▸ WHAT NEEDS TO BE DONE
Although the entries contain pictures, only their words should be duplicated exactly.

(Entries taken from a collection)
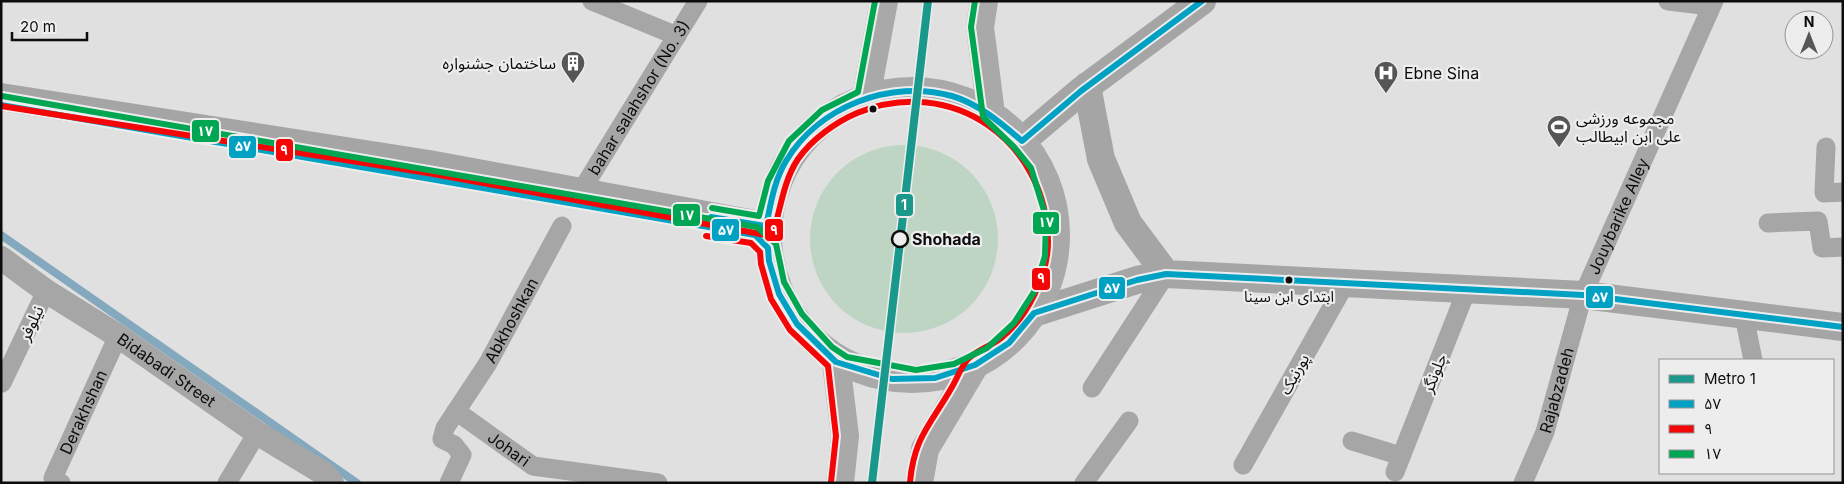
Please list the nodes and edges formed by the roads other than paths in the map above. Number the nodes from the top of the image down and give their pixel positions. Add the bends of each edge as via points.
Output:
1 (592, 1) edge
2 (698, 1) edge
3 (884, 1) edge
4 (984, 1) edge
5 (1668, 1) edge
6 (1193, 3) edge
7 (1713, 4) edge
8 (677, 36) junction
9 (1087, 86) junction
10 (1, 97) edge
11 (866, 98) junction
12 (991, 114) junction
13 (1022, 141) junction
14 (1826, 148) dead end
15 (1843, 192) edge
16 (580, 193) junction
17 (1768, 223) dead end
18 (562, 226) dead end
19 (766, 226) junction
20 (1843, 246) edge
21 (1, 258) edge
22 (1166, 274) junction
23 (1345, 284) junction
24 (1467, 289) junction
25 (46, 291) junction
26 (1583, 295) junction
27 (1034, 313) junction
28 (1744, 316) junction
29 (1843, 327) edge
30 (118, 336) junction
31 (1753, 359) edge
32 (836, 362) junction
33 (975, 365) junction
34 (2, 383) edge
35 (1092, 388) dead end
36 (456, 411) junction
37 (1129, 421) dead end
38 (257, 432) junction
39 (1352, 441) dead end
40 (1243, 465) dead end
41 (62, 483) edge
42 (227, 483) edge
43 (332, 483) edge
44 (449, 483) edge
45 (658, 483) edge
46 (840, 483) edge
47 (918, 483) edge
48 (1084, 483) edge
49 (1523, 483) edge

1 - 8 street
2 - 8 street, bahar salahshor (No. 3)
3 - 11 main road
4 - 12 main road via 980,27
5 - 7 street
6 - 9 main road
7 - 26 street, Jouybarike Alley
8 - 16 street, bahar salahshor (No. 3)
9 - 13 main road
9 - 22 main road via 1101,159 1124,214
10 - 16 main road via 428,164
11 - 12 main road via 908,90 951,96
11 - 19 main road via 828,117 796,147 776,184
12 - 13 main road
13 - 27 main road via 1042,171 1054,206 1057,243 1050,279
14 - 15 street via 1824,192
16 - 19 main road
17 - 20 street via 1818,221 1822,248
18 - 36 street, Abkhoshkan via 488,363
19 - 32 main road via 768,261 779,294 797,324
21 - 25 street, Bidabadi Street
22 - 23 main road
22 - 27 main road
22 - 35 street
23 - 24 main road
23 - 40 street, پورنیک
24 - 26 main road
24 - 39 street, چلونگر via 1398,464
25 - 30 street, Bidabadi Street
25 - 34 street, نیلوفر
26 - 28 main road
26 - 49 street, Rajabzadeh via 1545,432
27 - 33 main road via 1009,343
28 - 29 main road
28 - 31 street
30 - 38 street, Bidabadi Street
30 - 41 street, Derakhshan via 53,478
32 - 33 main road via 892,379 935,378
32 - 46 main road via 845,436
33 - 47 main road via 924,449
36 - 44 street, Abkhoshkan via 442,439 454,445 462,456
36 - 45 street, Johari via 533,466
37 - 48 street
38 - 42 street
38 - 43 street, Bidabadi Street via 323,473

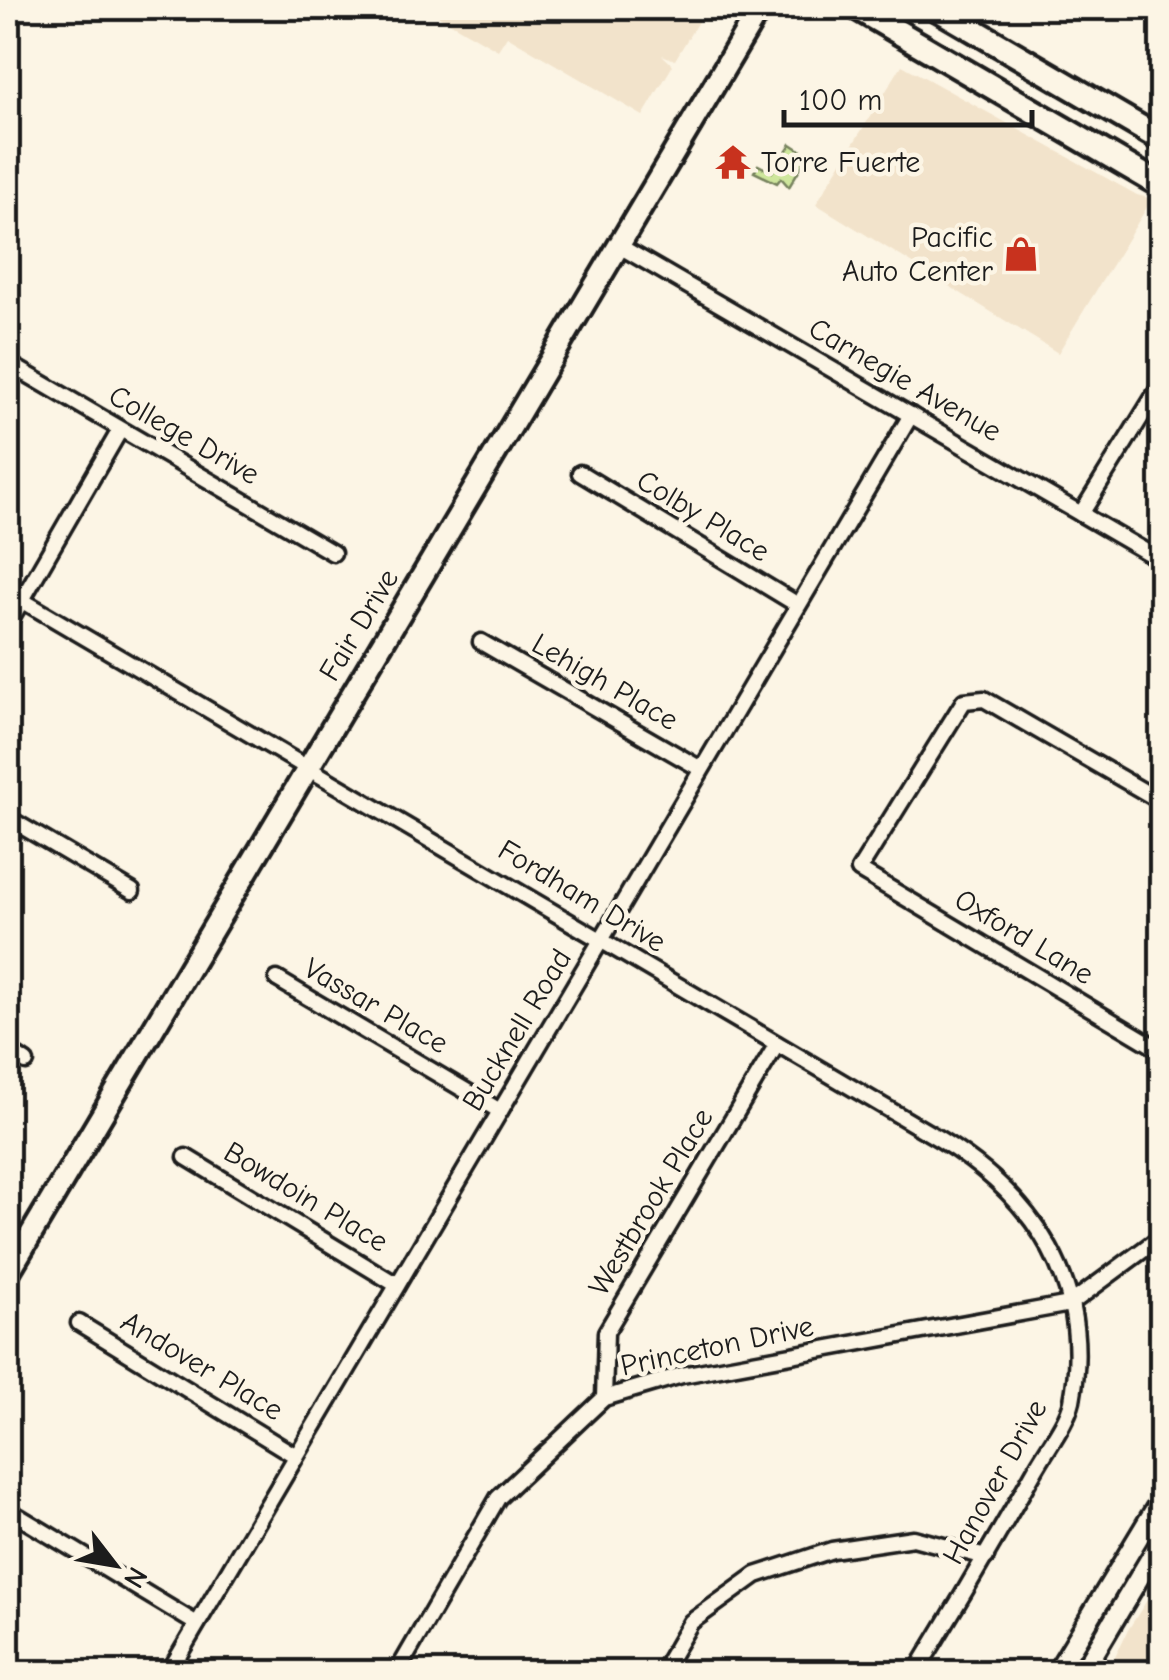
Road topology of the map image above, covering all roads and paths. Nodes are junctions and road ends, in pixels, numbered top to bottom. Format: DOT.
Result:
graph roads {
  1 [pos="760,8"];
  2 [pos="857,8"];
  3 [pos="936,8"];
  4 [pos="1162,140"];
  5 [pos="1162,186"];
  6 [pos="622,246"];
  7 [pos="8,363"];
  8 [pos="1162,382"];
  9 [pos="911,415"];
  10 [pos="120,430"];
  11 [pos="580,473"];
  12 [pos="1082,514"];
  13 [pos="333,553"];
  14 [pos="1162,561"];
  15 [pos="14,596"];
  16 [pos="798,605"];
  17 [pos="8,624"];
  18 [pos="481,642"];
  19 [pos="308,768"];
  20 [pos="701,769"];
  21 [pos="1162,802"];
  22 [pos="8,818"];
  23 [pos="132,891"];
  24 [pos="602,941"];
  25 [pos="276,980"];
  26 [pos="777,1044"];
  27 [pos="8,1050"];
  28 [pos="1162,1051"];
  29 [pos="26,1062"];
  30 [pos="500,1111"];
  31 [pos="186,1156"];
  32 [pos="1162,1236"];
  33 [pos="8,1273"];
  34 [pos="397,1284"];
  35 [pos="1070,1304"];
  36 [pos="80,1323"];
  37 [pos="604,1398"];
  38 [pos="296,1456"];
  39 [pos="1162,1498"];
  40 [pos="8,1510"];
  41 [pos="1162,1539"];
  42 [pos="986,1557"];
  43 [pos="197,1624"];
  44 [pos="169,1672"];
  45 [pos="398,1672"];
  46 [pos="662,1672"];
  47 [pos="916,1672"];
  48 [pos="1057,1672"];
  49 [pos="1083,1672"];
  1 -- 6 [label="main road, Fair Drive"];
  2 -- 5 [label="main road"];
  3 -- 4 [label="main road"];
  6 -- 9 [label="street, Carnegie Avenue"];
  6 -- 19 [label="main road, Fair Drive"];
  7 -- 10 [label="street, College Drive"];
  8 -- 12 [label="street"];
  9 -- 12 [label="street, Carnegie Avenue"];
  9 -- 16 [label="street, Bucknell Road"];
  10 -- 13 [label="street, College Drive"];
  10 -- 15 [label="street"];
  11 -- 16 [label="street, Colby Place"];
  12 -- 14 [label="street, Carnegie Avenue"];
  15 -- 17 [label="street"];
  15 -- 19 [label="street, Fordham Drive"];
  16 -- 20 [label="street, Bucknell Road"];
  18 -- 20 [label="street, Lehigh Place"];
  19 -- 24 [label="street, Fordham Drive"];
  19 -- 33 [label="main road, Fair Drive"];
  20 -- 24 [label="street, Bucknell Road"];
  21 -- 28 [label="street, Oxford Lane"];
  22 -- 23 [label="street"];
  24 -- 26 [label="street, Fordham Drive"];
  24 -- 30 [label="street, Bucknell Road"];
  25 -- 30 [label="street, Vassar Place"];
  26 -- 35 [label="street, Fordham Drive"];
  26 -- 37 [label="street, Westbrook Place"];
  27 -- 29 [label="street"];
  30 -- 34 [label="street, Bucknell Road"];
  31 -- 34 [label="street, Bowdoin Place"];
  32 -- 35 [label="street, Princeton Drive"];
  34 -- 38 [label="street, Bucknell Road"];
  35 -- 37 [label="street, Princeton Drive"];
  35 -- 42 [label="street, Hanover Drive"];
  36 -- 38 [label="street, Andover Place"];
  37 -- 45 [label="street, Princeton Drive"];
  38 -- 43 [label="street, Bucknell Road"];
  39 -- 48 [label="street"];
  40 -- 43 [label="street"];
  41 -- 49 [label="street"];
  42 -- 46 [label="street"];
  42 -- 47 [label="street, Hanover Drive"];
  43 -- 44 [label="street, Bucknell Road"];
}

▸ SOLUTION FOR THIS TASK
Please list the nodes and edges formed by the roads other than paths in the map above. Number the nodes from the top of the image down and give their pixel positions. Add the bends of each edge as via points.
Output:
1 (592, 1) edge
2 (698, 1) edge
3 (884, 1) edge
4 (984, 1) edge
5 (1668, 1) edge
6 (1193, 3) edge
7 (1713, 4) edge
8 (677, 36) junction
9 (1087, 86) junction
10 (1, 97) edge
11 (866, 98) junction
12 (991, 114) junction
13 (1022, 141) junction
14 (1826, 148) dead end
15 (1843, 192) edge
16 (580, 193) junction
17 (1768, 223) dead end
18 (562, 226) dead end
19 (766, 226) junction
20 (1843, 246) edge
21 (1, 258) edge
22 (1166, 274) junction
23 (1345, 284) junction
24 (1467, 289) junction
25 (46, 291) junction
26 (1583, 295) junction
27 (1034, 313) junction
28 (1744, 316) junction
29 (1843, 327) edge
30 (118, 336) junction
31 (1753, 359) edge
32 (836, 362) junction
33 (975, 365) junction
34 (2, 383) edge
35 (1092, 388) dead end
36 (456, 411) junction
37 (1129, 421) dead end
38 (257, 432) junction
39 (1352, 441) dead end
40 (1243, 465) dead end
41 (62, 483) edge
42 (227, 483) edge
43 (332, 483) edge
44 (449, 483) edge
45 (658, 483) edge
46 (840, 483) edge
47 (918, 483) edge
48 (1084, 483) edge
49 (1523, 483) edge

1 - 8 street
2 - 8 street, bahar salahshor (No. 3)
3 - 11 main road
4 - 12 main road via 980,27
5 - 7 street
6 - 9 main road
7 - 26 street, Jouybarike Alley
8 - 16 street, bahar salahshor (No. 3)
9 - 13 main road
9 - 22 main road via 1101,159 1124,214
10 - 16 main road via 428,164
11 - 12 main road via 908,90 951,96
11 - 19 main road via 828,117 796,147 776,184
12 - 13 main road
13 - 27 main road via 1042,171 1054,206 1057,243 1050,279
14 - 15 street via 1824,192
16 - 19 main road
17 - 20 street via 1818,221 1822,248
18 - 36 street, Abkhoshkan via 488,363
19 - 32 main road via 768,261 779,294 797,324
21 - 25 street, Bidabadi Street
22 - 23 main road
22 - 27 main road
22 - 35 street
23 - 24 main road
23 - 40 street, پورنیک
24 - 26 main road
24 - 39 street, چلونگر via 1398,464
25 - 30 street, Bidabadi Street
25 - 34 street, نیلوفر
26 - 28 main road
26 - 49 street, Rajabzadeh via 1545,432
27 - 33 main road via 1009,343
28 - 29 main road
28 - 31 street
30 - 38 street, Bidabadi Street
30 - 41 street, Derakhshan via 53,478
32 - 33 main road via 892,379 935,378
32 - 46 main road via 845,436
33 - 47 main road via 924,449
36 - 44 street, Abkhoshkan via 442,439 454,445 462,456
36 - 45 street, Johari via 533,466
37 - 48 street
38 - 42 street
38 - 43 street, Bidabadi Street via 323,473

Road topology of the map image above, covering all roads and paths. Nodes are junctions and road ends, in pixels, numbered top to bottom. Format: DOT.
Result:
graph roads {
  1 [pos="760,8"];
  2 [pos="857,8"];
  3 [pos="936,8"];
  4 [pos="1162,140"];
  5 [pos="1162,186"];
  6 [pos="622,246"];
  7 [pos="8,363"];
  8 [pos="1162,382"];
  9 [pos="911,415"];
  10 [pos="120,430"];
  11 [pos="580,473"];
  12 [pos="1082,514"];
  13 [pos="333,553"];
  14 [pos="1162,561"];
  15 [pos="14,596"];
  16 [pos="798,605"];
  17 [pos="8,624"];
  18 [pos="481,642"];
  19 [pos="308,768"];
  20 [pos="701,769"];
  21 [pos="1162,802"];
  22 [pos="8,818"];
  23 [pos="132,891"];
  24 [pos="602,941"];
  25 [pos="276,980"];
  26 [pos="777,1044"];
  27 [pos="8,1050"];
  28 [pos="1162,1051"];
  29 [pos="26,1062"];
  30 [pos="500,1111"];
  31 [pos="186,1156"];
  32 [pos="1162,1236"];
  33 [pos="8,1273"];
  34 [pos="397,1284"];
  35 [pos="1070,1304"];
  36 [pos="80,1323"];
  37 [pos="604,1398"];
  38 [pos="296,1456"];
  39 [pos="1162,1498"];
  40 [pos="8,1510"];
  41 [pos="1162,1539"];
  42 [pos="986,1557"];
  43 [pos="197,1624"];
  44 [pos="169,1672"];
  45 [pos="398,1672"];
  46 [pos="662,1672"];
  47 [pos="916,1672"];
  48 [pos="1057,1672"];
  49 [pos="1083,1672"];
  1 -- 6 [label="main road, Fair Drive"];
  2 -- 5 [label="main road"];
  3 -- 4 [label="main road"];
  6 -- 9 [label="street, Carnegie Avenue"];
  6 -- 19 [label="main road, Fair Drive"];
  7 -- 10 [label="street, College Drive"];
  8 -- 12 [label="street"];
  9 -- 12 [label="street, Carnegie Avenue"];
  9 -- 16 [label="street, Bucknell Road"];
  10 -- 13 [label="street, College Drive"];
  10 -- 15 [label="street"];
  11 -- 16 [label="street, Colby Place"];
  12 -- 14 [label="street, Carnegie Avenue"];
  15 -- 17 [label="street"];
  15 -- 19 [label="street, Fordham Drive"];
  16 -- 20 [label="street, Bucknell Road"];
  18 -- 20 [label="street, Lehigh Place"];
  19 -- 24 [label="street, Fordham Drive"];
  19 -- 33 [label="main road, Fair Drive"];
  20 -- 24 [label="street, Bucknell Road"];
  21 -- 28 [label="street, Oxford Lane"];
  22 -- 23 [label="street"];
  24 -- 26 [label="street, Fordham Drive"];
  24 -- 30 [label="street, Bucknell Road"];
  25 -- 30 [label="street, Vassar Place"];
  26 -- 35 [label="street, Fordham Drive"];
  26 -- 37 [label="street, Westbrook Place"];
  27 -- 29 [label="street"];
  30 -- 34 [label="street, Bucknell Road"];
  31 -- 34 [label="street, Bowdoin Place"];
  32 -- 35 [label="street, Princeton Drive"];
  34 -- 38 [label="street, Bucknell Road"];
  35 -- 37 [label="street, Princeton Drive"];
  35 -- 42 [label="street, Hanover Drive"];
  36 -- 38 [label="street, Andover Place"];
  37 -- 45 [label="street, Princeton Drive"];
  38 -- 43 [label="street, Bucknell Road"];
  39 -- 48 [label="street"];
  40 -- 43 [label="street"];
  41 -- 49 [label="street"];
  42 -- 46 [label="street"];
  42 -- 47 [label="street, Hanover Drive"];
  43 -- 44 [label="street, Bucknell Road"];
}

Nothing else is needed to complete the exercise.